What is required:
In the data below, find every line with the word "Harrison" and copy it.

Given records:
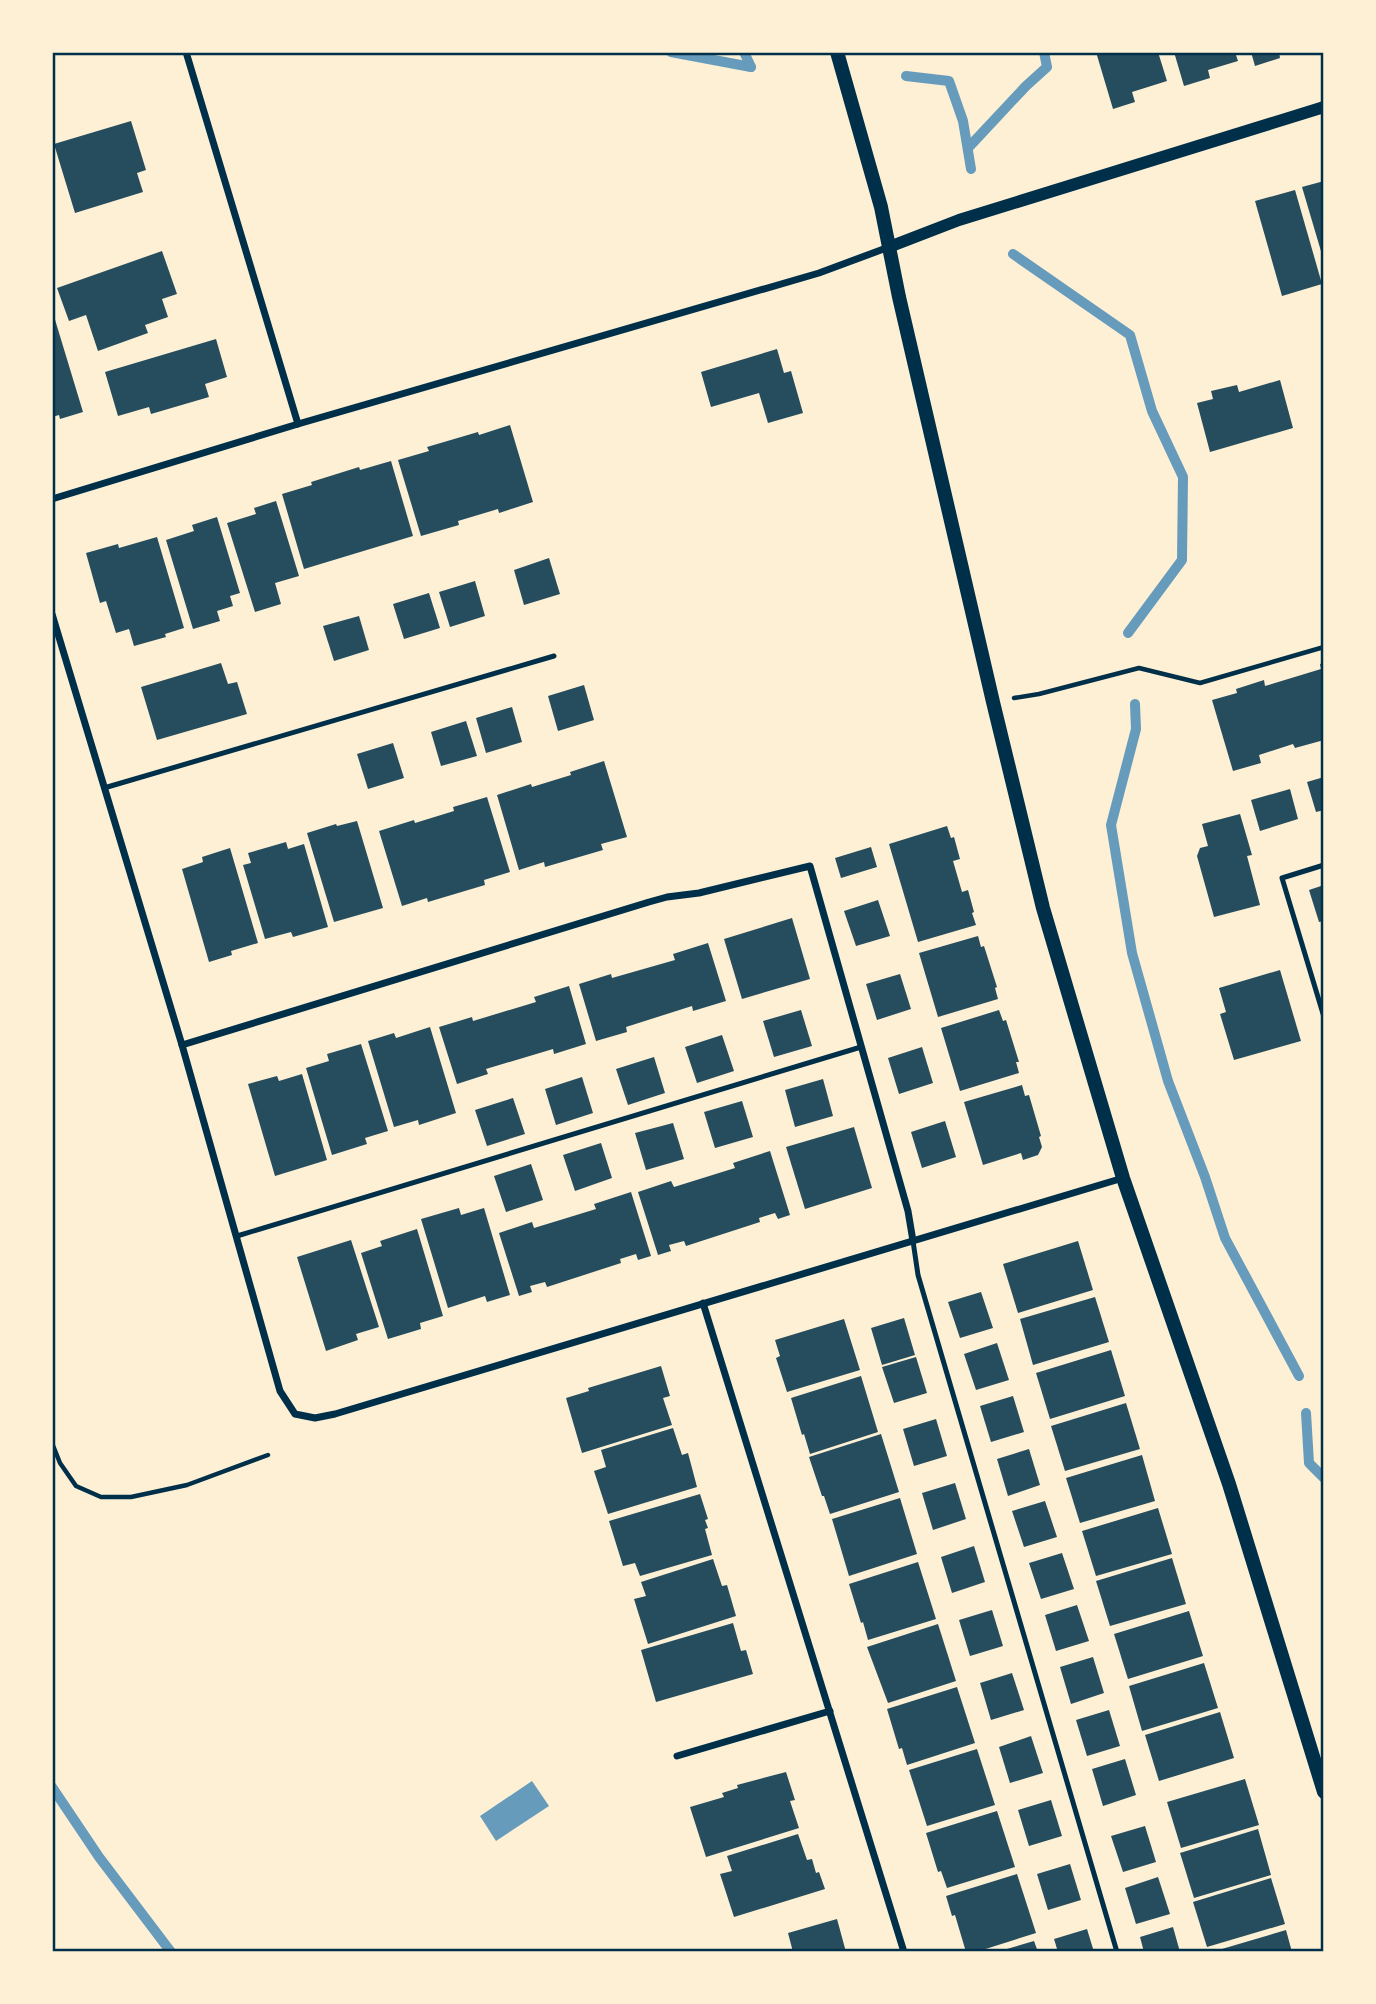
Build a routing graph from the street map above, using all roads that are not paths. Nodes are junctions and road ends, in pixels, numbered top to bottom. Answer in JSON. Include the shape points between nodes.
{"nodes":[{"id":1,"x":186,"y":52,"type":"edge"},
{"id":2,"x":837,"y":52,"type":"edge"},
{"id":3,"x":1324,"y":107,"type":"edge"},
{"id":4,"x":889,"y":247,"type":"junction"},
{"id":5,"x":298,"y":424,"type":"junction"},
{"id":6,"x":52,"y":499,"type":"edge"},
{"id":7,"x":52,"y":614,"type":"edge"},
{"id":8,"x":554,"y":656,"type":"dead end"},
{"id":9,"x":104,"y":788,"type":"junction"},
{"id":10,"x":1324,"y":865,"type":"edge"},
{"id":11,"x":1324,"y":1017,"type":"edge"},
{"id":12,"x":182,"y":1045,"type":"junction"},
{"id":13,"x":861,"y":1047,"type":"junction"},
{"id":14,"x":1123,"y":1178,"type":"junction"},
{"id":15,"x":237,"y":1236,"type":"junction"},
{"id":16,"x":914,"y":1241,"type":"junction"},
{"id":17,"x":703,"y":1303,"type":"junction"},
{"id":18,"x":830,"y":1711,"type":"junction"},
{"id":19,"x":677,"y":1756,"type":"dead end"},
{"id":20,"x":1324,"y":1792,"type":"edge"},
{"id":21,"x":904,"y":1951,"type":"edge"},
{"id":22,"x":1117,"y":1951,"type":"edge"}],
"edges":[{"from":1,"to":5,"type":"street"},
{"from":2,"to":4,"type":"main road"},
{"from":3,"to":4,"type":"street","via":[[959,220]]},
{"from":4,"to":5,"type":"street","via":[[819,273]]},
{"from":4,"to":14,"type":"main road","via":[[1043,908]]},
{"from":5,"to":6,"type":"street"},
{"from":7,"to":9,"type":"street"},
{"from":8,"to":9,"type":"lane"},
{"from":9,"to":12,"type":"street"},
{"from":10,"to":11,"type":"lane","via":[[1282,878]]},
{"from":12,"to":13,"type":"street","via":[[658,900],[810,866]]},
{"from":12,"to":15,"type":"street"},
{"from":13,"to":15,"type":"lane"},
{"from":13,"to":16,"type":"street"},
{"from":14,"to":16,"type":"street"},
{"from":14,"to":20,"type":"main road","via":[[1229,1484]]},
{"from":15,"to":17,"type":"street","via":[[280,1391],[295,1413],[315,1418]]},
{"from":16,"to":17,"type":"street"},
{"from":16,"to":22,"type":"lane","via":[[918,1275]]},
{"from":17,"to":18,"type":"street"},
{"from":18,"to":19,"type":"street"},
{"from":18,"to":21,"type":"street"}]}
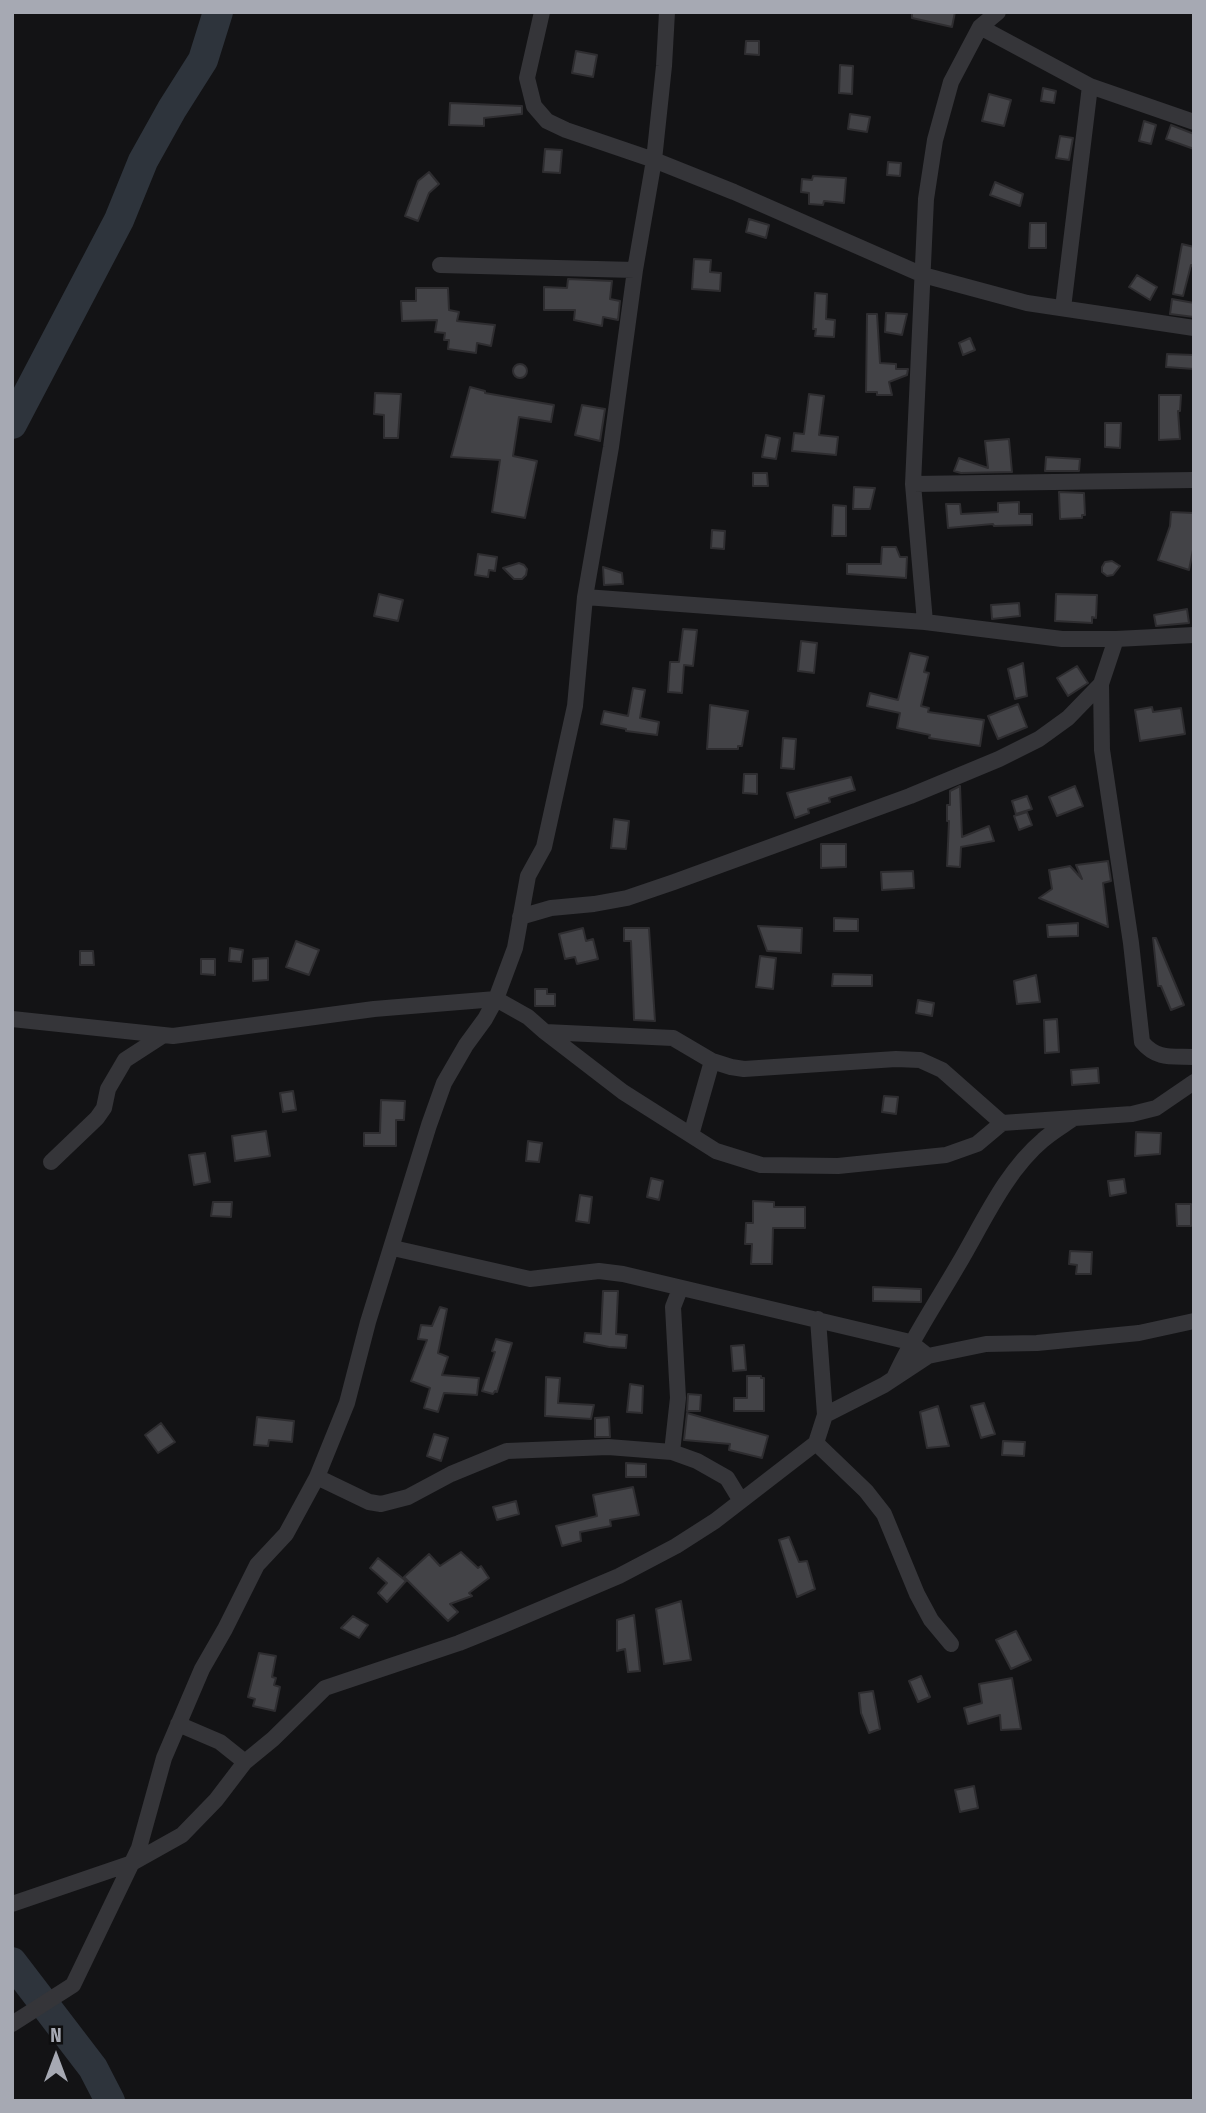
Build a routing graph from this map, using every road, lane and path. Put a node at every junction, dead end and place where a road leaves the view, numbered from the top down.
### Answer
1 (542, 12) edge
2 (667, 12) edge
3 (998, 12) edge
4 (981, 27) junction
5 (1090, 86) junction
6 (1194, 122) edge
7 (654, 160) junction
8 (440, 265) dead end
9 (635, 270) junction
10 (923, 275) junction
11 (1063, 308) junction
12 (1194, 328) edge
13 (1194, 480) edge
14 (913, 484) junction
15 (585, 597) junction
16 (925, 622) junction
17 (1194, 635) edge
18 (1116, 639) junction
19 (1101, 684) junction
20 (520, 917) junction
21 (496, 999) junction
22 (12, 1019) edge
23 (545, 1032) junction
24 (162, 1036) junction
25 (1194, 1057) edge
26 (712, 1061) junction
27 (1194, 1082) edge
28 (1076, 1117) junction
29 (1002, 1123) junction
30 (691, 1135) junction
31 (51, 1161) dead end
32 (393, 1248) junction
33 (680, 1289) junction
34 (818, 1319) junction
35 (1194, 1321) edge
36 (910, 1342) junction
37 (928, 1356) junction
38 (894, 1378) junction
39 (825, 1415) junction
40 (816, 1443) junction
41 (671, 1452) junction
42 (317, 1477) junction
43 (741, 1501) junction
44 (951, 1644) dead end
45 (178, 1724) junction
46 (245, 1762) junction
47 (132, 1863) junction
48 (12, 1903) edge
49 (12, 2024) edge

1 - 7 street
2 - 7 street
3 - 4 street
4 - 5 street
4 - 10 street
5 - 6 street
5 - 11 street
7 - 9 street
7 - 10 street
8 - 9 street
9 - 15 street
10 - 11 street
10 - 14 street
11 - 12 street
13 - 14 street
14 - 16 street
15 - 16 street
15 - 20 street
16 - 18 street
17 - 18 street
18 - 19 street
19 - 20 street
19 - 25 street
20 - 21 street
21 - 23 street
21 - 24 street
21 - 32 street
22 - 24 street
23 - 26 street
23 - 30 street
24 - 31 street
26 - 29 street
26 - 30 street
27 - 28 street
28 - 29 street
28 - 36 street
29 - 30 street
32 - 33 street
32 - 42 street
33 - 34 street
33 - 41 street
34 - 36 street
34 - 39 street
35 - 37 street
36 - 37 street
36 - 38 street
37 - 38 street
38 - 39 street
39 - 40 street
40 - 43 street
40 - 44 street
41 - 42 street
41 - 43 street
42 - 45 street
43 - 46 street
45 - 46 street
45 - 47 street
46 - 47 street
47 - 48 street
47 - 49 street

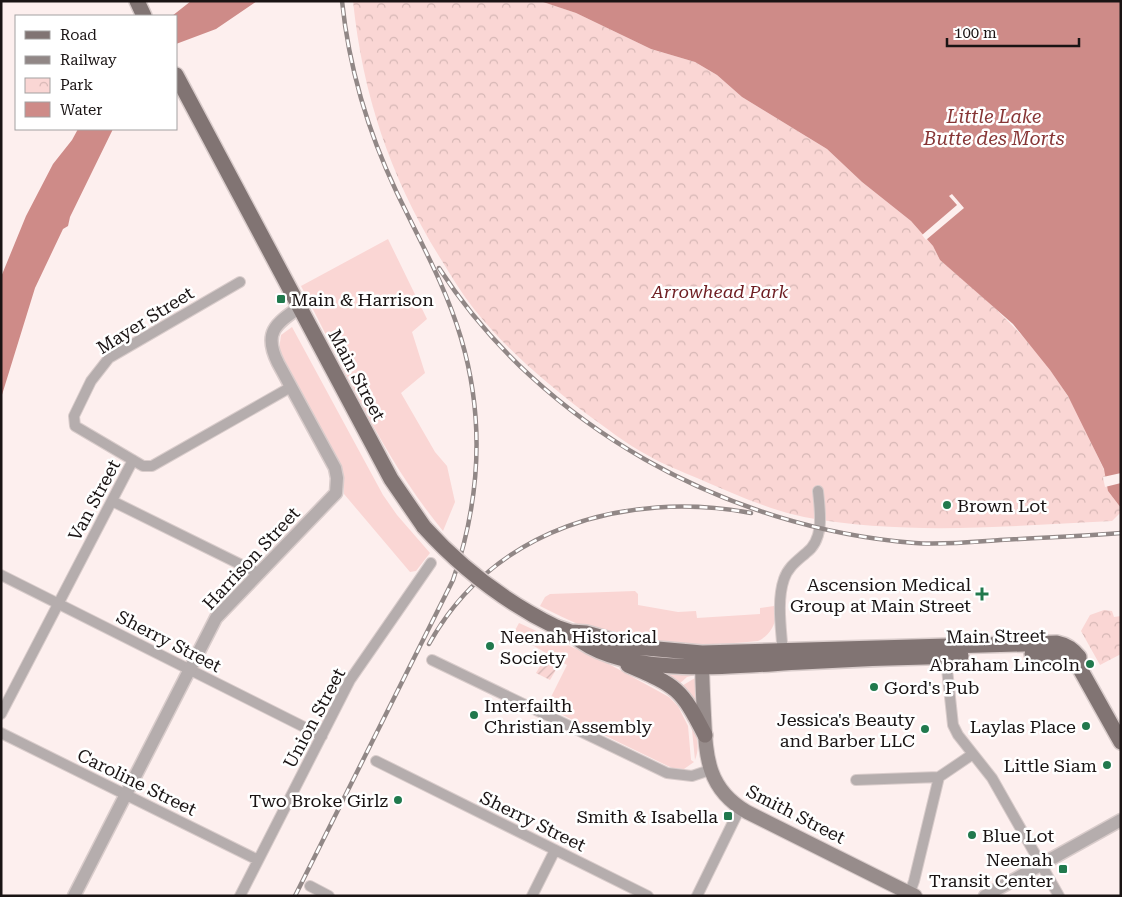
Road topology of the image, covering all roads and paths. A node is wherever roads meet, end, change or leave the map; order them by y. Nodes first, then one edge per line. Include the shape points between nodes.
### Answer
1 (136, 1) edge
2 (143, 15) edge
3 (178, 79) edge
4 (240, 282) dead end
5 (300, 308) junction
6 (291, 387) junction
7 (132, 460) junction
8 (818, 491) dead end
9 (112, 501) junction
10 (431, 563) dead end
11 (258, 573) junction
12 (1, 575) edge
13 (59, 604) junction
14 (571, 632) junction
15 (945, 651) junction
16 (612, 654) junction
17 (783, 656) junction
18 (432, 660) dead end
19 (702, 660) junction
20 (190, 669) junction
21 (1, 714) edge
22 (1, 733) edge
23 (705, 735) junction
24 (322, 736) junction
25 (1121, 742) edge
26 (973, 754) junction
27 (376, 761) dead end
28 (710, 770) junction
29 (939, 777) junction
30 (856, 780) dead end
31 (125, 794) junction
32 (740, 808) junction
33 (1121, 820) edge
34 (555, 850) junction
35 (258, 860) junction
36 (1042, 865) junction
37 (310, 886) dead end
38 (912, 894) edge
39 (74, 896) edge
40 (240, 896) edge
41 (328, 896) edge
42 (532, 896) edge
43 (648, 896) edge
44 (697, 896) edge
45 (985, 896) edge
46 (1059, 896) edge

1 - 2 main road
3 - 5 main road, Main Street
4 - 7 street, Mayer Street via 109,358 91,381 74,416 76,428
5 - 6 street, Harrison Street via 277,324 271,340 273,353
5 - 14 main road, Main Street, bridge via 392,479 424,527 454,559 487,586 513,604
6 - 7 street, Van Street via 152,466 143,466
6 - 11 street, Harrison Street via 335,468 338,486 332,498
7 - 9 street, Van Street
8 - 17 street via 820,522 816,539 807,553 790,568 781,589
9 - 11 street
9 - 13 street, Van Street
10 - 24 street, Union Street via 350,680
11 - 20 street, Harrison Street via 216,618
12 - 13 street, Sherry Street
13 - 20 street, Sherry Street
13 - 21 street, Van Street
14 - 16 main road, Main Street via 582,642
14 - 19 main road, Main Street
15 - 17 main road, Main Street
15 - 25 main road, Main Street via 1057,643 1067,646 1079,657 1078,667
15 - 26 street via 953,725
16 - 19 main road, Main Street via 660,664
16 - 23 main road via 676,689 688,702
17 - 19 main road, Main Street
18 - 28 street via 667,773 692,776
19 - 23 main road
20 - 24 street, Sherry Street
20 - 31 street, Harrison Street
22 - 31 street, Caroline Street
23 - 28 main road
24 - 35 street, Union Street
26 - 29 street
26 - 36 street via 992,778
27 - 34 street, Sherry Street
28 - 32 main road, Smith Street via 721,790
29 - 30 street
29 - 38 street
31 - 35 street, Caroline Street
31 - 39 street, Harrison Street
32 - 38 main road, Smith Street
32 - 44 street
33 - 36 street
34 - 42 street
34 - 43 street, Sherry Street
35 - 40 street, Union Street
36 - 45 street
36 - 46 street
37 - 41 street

Solution:
5 - 6 street, Harrison Street via 277,324 271,340 273,353
6 - 11 street, Harrison Street via 335,468 338,486 332,498
11 - 20 street, Harrison Street via 216,618
20 - 31 street, Harrison Street
31 - 39 street, Harrison Street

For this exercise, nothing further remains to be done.